Data extract Start Marker
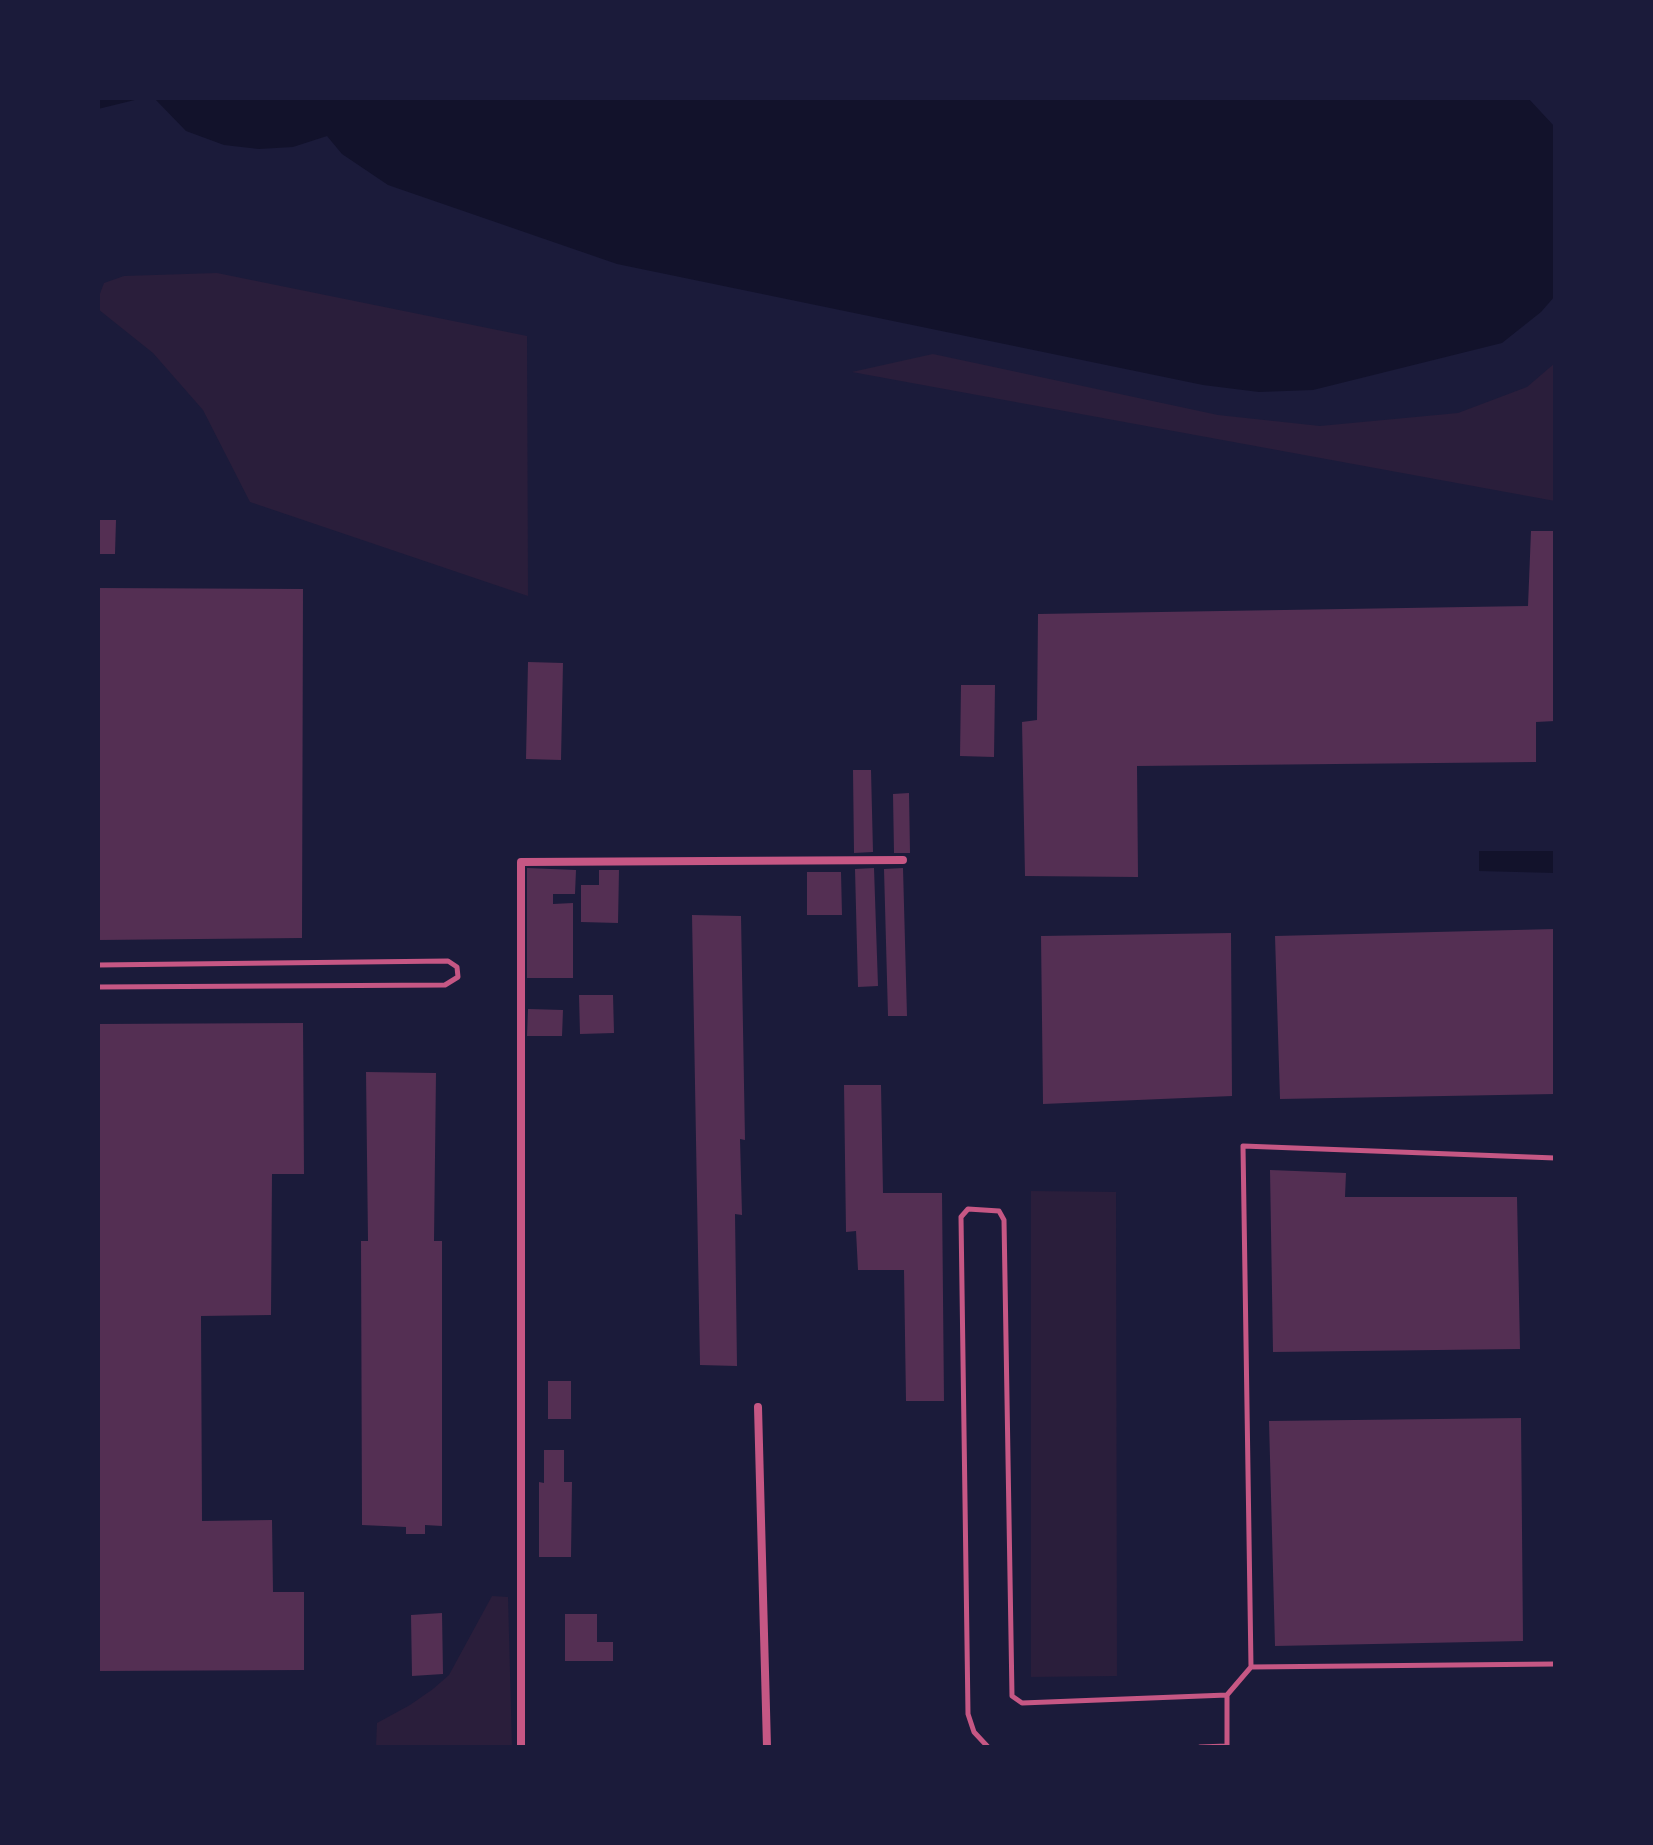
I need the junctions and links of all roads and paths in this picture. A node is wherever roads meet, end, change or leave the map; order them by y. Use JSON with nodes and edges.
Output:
{"nodes":[{"id":1,"x":903,"y":860,"type":"dead end"},
{"id":2,"x":98,"y":965,"type":"edge"},
{"id":3,"x":98,"y":987,"type":"edge"},
{"id":4,"x":1555,"y":1158,"type":"edge"},
{"id":5,"x":758,"y":1407,"type":"dead end"},
{"id":6,"x":1555,"y":1664,"type":"edge"},
{"id":7,"x":1251,"y":1667,"type":"junction"},
{"id":8,"x":1227,"y":1695,"type":"junction"},
{"id":9,"x":1227,"y":1746,"type":"edge"},
{"id":10,"x":521,"y":1747,"type":"edge"},
{"id":11,"x":767,"y":1747,"type":"edge"},
{"id":12,"x":988,"y":1747,"type":"edge"},
{"id":13,"x":1200,"y":1747,"type":"edge"}],
"edges":[{"from":1,"to":10,"type":"street"},
{"from":2,"to":3,"type":"lane"},
{"from":4,"to":7,"type":"lane"},
{"from":5,"to":11,"type":"street"},
{"from":6,"to":7,"type":"lane"},
{"from":7,"to":8,"type":"lane"},
{"from":8,"to":9,"type":"lane"},
{"from":8,"to":12,"type":"lane"},
{"from":9,"to":13,"type":"lane"}]}
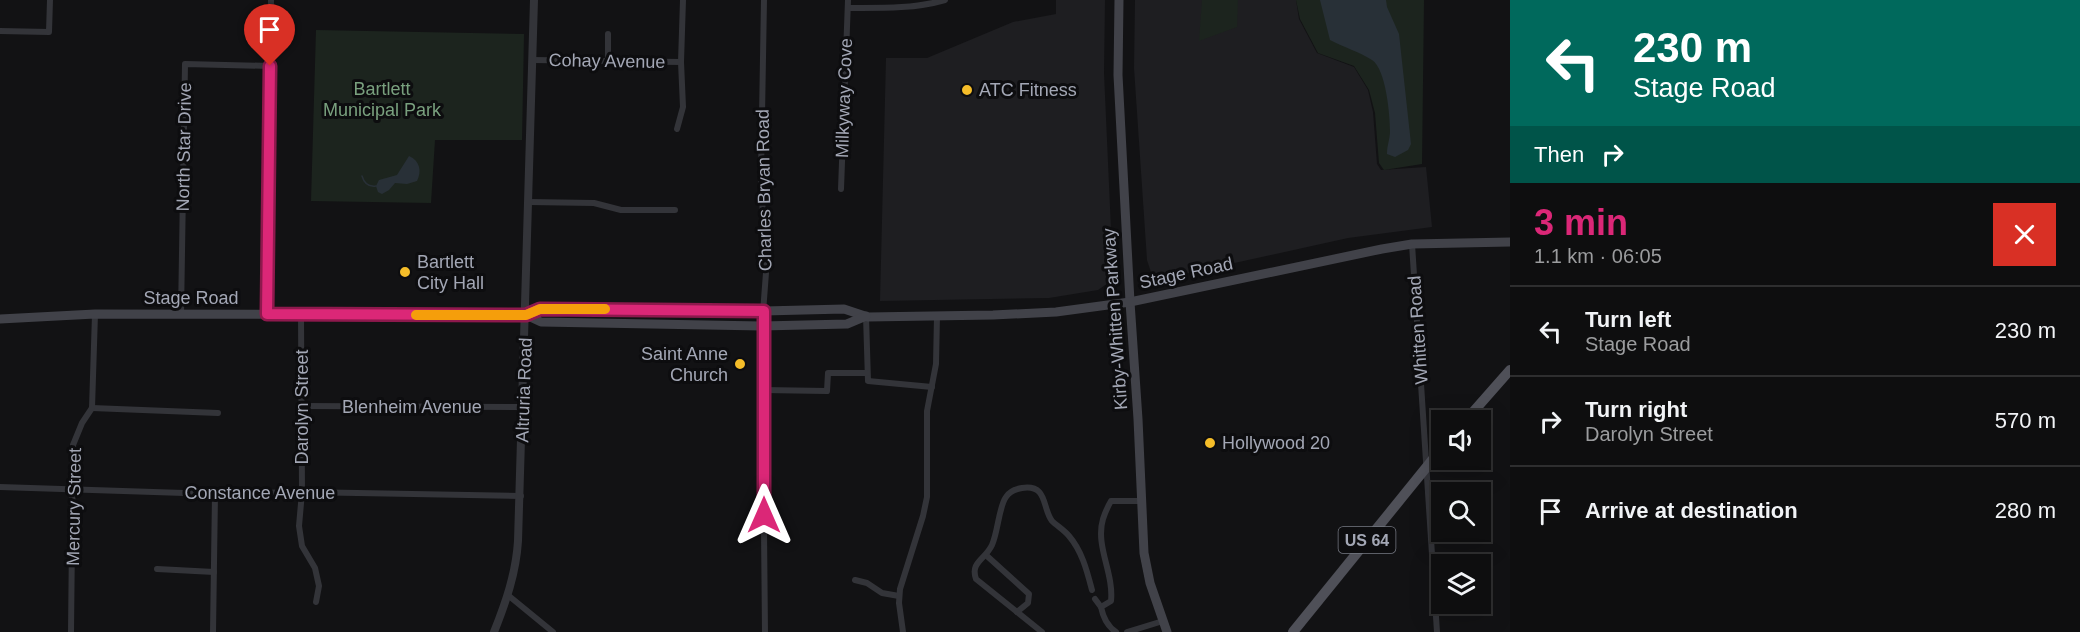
Data extract End Marker
Directions for this task:
With the pictures left aside, set down each entry above exactly as it stands.

The completed task:
I need the junctions and links of all roads and paths in this picture. A node is wherever roads meet, end, change or leave the map; order them by y. Use JSON with nodes and edges.
Output:
{"nodes":[{"id":1,"x":903,"y":860,"type":"dead end"},
{"id":2,"x":98,"y":965,"type":"edge"},
{"id":3,"x":98,"y":987,"type":"edge"},
{"id":4,"x":1555,"y":1158,"type":"edge"},
{"id":5,"x":758,"y":1407,"type":"dead end"},
{"id":6,"x":1555,"y":1664,"type":"edge"},
{"id":7,"x":1251,"y":1667,"type":"junction"},
{"id":8,"x":1227,"y":1695,"type":"junction"},
{"id":9,"x":1227,"y":1746,"type":"edge"},
{"id":10,"x":521,"y":1747,"type":"edge"},
{"id":11,"x":767,"y":1747,"type":"edge"},
{"id":12,"x":988,"y":1747,"type":"edge"},
{"id":13,"x":1200,"y":1747,"type":"edge"}],
"edges":[{"from":1,"to":10,"type":"street"},
{"from":2,"to":3,"type":"lane"},
{"from":4,"to":7,"type":"lane"},
{"from":5,"to":11,"type":"street"},
{"from":6,"to":7,"type":"lane"},
{"from":7,"to":8,"type":"lane"},
{"from":8,"to":9,"type":"lane"},
{"from":8,"to":12,"type":"lane"},
{"from":9,"to":13,"type":"lane"}]}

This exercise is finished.